- Exercise -
Nothing but a number is expected: the count of lines in the data below that include "dead".

──────── Provided material ────────

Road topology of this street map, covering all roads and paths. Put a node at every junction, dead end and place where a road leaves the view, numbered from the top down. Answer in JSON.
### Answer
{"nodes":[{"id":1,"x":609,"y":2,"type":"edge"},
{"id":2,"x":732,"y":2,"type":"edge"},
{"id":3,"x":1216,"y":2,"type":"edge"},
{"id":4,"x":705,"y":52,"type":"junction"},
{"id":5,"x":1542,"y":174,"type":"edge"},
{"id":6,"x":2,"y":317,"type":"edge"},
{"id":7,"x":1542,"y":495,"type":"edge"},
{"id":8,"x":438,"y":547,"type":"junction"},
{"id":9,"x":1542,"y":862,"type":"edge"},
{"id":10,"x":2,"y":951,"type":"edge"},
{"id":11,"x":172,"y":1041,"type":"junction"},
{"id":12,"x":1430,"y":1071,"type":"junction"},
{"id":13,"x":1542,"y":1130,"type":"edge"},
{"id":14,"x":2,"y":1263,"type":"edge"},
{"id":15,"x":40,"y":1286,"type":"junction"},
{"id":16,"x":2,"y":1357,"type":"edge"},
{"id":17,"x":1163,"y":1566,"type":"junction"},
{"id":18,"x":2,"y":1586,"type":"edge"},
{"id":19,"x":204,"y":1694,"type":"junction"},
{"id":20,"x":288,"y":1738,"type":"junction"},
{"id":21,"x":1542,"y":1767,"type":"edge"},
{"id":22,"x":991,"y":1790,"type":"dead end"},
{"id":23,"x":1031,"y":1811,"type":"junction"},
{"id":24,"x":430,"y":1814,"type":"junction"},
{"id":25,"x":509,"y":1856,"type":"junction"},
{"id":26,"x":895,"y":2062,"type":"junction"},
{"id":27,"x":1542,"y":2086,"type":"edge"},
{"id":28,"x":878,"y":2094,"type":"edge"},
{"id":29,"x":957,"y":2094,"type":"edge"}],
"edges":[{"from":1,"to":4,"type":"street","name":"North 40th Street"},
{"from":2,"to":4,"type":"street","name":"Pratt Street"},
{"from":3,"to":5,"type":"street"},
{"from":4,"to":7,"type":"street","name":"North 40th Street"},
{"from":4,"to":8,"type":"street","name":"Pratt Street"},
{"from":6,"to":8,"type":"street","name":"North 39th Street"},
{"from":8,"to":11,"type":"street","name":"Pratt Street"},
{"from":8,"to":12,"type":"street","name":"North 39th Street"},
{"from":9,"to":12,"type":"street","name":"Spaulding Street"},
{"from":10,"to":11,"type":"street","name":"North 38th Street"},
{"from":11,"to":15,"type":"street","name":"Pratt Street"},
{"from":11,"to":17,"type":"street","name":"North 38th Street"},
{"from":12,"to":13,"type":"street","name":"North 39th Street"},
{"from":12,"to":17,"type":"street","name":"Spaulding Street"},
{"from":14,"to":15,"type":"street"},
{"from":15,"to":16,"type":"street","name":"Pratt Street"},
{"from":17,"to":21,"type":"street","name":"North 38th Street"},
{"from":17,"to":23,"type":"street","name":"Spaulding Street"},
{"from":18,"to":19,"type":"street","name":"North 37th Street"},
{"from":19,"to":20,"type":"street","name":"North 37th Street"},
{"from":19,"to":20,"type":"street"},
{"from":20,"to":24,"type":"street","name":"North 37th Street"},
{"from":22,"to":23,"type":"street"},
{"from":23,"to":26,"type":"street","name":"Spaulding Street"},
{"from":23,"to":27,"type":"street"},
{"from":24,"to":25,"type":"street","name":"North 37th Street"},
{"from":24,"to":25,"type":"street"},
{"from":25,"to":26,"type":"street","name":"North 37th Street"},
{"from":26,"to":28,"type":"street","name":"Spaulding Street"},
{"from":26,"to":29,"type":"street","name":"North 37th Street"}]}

────────

- Exercise solution -
2